Task - Take every line from the entries below that includes the word "their" and copy it.

Collected data:
-- Opening Marker --
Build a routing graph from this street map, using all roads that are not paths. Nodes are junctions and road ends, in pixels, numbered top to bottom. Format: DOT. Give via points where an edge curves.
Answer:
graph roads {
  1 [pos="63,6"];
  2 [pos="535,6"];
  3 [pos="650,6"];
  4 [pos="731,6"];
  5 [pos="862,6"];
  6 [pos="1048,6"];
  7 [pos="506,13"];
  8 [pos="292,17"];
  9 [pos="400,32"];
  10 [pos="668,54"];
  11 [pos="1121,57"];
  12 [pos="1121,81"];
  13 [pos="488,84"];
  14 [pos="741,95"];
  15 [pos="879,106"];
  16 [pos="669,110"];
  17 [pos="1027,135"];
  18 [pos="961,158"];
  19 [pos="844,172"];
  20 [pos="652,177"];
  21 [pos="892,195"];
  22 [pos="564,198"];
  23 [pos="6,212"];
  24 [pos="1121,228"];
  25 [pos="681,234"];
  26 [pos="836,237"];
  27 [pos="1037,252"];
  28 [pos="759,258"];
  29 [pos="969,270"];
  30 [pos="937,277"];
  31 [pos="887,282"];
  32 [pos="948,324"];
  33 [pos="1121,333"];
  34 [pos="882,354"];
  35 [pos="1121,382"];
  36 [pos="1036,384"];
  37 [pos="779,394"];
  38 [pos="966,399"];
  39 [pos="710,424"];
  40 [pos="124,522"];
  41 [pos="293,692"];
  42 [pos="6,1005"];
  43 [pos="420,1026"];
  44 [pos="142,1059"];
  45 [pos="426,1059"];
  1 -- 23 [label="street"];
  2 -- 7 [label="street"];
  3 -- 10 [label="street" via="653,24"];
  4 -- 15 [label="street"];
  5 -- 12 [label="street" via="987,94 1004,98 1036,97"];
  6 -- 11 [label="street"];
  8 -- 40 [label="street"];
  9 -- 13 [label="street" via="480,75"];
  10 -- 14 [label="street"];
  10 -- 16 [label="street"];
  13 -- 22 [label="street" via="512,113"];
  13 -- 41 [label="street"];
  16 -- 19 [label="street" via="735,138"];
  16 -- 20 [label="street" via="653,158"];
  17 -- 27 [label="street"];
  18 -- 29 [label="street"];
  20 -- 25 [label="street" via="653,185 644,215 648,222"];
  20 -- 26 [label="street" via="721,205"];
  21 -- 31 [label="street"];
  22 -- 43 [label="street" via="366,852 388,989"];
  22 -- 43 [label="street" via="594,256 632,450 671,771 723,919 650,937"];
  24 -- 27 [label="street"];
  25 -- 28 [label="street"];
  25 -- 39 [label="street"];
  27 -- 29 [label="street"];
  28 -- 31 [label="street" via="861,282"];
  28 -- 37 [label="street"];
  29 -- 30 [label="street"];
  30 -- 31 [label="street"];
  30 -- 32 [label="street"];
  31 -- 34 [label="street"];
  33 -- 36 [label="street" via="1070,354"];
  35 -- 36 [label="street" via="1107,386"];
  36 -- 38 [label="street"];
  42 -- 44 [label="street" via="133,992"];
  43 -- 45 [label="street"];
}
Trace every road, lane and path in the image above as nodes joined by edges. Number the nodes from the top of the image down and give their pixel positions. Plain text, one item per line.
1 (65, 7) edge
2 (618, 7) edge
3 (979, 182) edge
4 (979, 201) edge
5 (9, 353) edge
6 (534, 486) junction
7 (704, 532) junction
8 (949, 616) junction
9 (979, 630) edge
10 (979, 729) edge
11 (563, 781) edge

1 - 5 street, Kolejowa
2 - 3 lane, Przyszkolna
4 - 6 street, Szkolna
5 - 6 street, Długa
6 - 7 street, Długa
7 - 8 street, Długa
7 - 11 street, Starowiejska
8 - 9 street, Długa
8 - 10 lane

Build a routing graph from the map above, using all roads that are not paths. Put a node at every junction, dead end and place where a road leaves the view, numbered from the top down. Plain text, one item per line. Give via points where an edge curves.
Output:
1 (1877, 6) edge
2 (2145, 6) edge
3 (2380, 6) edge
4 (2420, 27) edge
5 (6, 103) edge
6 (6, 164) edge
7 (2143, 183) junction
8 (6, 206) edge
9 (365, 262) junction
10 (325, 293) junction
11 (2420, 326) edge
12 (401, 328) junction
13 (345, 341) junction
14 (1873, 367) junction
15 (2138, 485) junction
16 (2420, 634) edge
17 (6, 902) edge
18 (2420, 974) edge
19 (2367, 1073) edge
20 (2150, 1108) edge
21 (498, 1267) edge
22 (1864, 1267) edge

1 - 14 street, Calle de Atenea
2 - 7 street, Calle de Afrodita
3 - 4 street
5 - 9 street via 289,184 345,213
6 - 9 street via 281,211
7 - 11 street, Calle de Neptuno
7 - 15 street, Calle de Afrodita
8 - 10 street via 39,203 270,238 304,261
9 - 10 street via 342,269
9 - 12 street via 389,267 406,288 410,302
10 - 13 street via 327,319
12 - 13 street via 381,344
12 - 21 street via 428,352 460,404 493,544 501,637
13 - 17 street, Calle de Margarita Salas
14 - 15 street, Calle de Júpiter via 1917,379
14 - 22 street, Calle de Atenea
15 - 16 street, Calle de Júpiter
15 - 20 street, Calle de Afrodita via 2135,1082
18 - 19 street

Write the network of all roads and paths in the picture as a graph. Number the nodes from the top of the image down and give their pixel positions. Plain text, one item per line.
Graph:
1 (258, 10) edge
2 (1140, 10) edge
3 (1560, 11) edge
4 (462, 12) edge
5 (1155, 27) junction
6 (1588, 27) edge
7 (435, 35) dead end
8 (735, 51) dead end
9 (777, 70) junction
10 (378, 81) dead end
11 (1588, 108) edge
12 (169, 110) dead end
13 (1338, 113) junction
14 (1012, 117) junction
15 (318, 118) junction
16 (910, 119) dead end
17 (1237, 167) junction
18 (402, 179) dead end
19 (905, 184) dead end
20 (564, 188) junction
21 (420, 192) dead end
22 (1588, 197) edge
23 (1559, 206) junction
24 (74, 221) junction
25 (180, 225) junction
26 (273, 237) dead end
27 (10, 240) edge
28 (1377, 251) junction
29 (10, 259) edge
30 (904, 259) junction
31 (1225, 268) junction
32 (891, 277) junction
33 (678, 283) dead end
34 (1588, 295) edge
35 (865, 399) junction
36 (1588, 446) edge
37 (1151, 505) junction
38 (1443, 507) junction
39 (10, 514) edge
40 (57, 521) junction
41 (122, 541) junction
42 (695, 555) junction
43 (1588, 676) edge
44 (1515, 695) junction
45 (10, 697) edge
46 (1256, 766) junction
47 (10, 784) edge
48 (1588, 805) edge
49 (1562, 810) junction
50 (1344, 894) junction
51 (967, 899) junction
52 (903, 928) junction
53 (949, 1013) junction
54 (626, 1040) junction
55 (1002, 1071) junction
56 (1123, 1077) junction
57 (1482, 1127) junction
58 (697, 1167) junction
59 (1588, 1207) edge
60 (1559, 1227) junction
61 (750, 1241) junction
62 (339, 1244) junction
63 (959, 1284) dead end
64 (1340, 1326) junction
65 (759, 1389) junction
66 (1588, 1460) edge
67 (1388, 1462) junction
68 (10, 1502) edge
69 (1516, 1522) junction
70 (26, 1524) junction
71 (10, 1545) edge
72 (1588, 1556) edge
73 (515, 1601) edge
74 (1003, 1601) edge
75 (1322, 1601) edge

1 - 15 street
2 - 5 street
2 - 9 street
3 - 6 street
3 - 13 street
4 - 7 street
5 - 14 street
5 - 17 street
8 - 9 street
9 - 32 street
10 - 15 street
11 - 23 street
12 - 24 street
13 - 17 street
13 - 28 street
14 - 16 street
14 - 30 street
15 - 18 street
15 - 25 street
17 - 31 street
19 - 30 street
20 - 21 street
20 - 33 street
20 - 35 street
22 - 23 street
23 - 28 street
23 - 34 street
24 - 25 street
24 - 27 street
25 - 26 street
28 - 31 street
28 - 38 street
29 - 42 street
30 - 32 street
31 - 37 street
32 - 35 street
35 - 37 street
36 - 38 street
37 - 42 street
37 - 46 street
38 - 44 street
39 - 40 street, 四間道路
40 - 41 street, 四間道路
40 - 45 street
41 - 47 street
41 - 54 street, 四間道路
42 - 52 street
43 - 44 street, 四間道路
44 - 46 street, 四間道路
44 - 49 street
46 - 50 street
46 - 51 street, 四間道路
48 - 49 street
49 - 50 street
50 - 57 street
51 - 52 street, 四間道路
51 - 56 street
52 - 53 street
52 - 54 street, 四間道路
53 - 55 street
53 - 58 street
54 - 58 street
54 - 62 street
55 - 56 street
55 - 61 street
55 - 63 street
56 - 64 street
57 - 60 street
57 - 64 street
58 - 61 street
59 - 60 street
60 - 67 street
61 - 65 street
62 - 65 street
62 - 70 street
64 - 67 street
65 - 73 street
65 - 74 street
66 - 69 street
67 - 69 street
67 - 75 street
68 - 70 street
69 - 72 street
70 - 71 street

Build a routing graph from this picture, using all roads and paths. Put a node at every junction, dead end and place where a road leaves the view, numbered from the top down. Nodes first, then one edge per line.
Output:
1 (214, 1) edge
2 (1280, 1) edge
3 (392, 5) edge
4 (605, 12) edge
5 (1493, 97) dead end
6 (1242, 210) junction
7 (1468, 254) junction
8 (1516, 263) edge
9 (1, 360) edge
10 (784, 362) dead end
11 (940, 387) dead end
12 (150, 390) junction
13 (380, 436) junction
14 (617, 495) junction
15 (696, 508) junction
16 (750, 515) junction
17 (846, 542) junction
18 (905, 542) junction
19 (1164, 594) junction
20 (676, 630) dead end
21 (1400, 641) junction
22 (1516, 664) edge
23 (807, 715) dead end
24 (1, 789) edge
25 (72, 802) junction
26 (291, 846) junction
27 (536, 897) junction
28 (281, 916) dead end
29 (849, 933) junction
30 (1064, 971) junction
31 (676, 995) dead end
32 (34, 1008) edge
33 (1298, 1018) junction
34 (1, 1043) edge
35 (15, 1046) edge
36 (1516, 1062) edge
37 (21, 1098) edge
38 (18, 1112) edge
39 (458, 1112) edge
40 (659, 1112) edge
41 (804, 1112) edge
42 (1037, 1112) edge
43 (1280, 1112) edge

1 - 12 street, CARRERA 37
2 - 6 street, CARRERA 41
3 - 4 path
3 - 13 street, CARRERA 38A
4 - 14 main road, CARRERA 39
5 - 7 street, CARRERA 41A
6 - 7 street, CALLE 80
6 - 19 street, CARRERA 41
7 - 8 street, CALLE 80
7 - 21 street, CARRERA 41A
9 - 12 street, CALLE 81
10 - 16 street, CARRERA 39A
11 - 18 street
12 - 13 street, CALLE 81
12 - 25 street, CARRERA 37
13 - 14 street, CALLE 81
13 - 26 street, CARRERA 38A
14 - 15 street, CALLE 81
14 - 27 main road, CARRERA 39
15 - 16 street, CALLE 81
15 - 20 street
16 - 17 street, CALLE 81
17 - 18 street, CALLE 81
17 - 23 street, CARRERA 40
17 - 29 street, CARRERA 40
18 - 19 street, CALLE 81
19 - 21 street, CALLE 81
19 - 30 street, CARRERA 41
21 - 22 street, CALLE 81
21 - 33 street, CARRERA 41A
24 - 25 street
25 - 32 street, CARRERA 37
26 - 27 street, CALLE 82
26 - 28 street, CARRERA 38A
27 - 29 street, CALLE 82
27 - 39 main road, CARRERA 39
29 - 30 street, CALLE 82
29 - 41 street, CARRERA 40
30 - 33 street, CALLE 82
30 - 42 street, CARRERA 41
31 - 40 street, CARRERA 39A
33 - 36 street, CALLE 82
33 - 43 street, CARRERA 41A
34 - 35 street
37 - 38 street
-- Closing Marker --
Completed task -
Trace every road, lane and path in the image above as nodes joined by edges. Number the nodes from the top of the image down and give their pixel positions. Plain text, one item per line.
Write the network of all roads and paths in the picture as a graph. Number the nodes from the top of the image down and give their pixel positions. Plain text, one item per line.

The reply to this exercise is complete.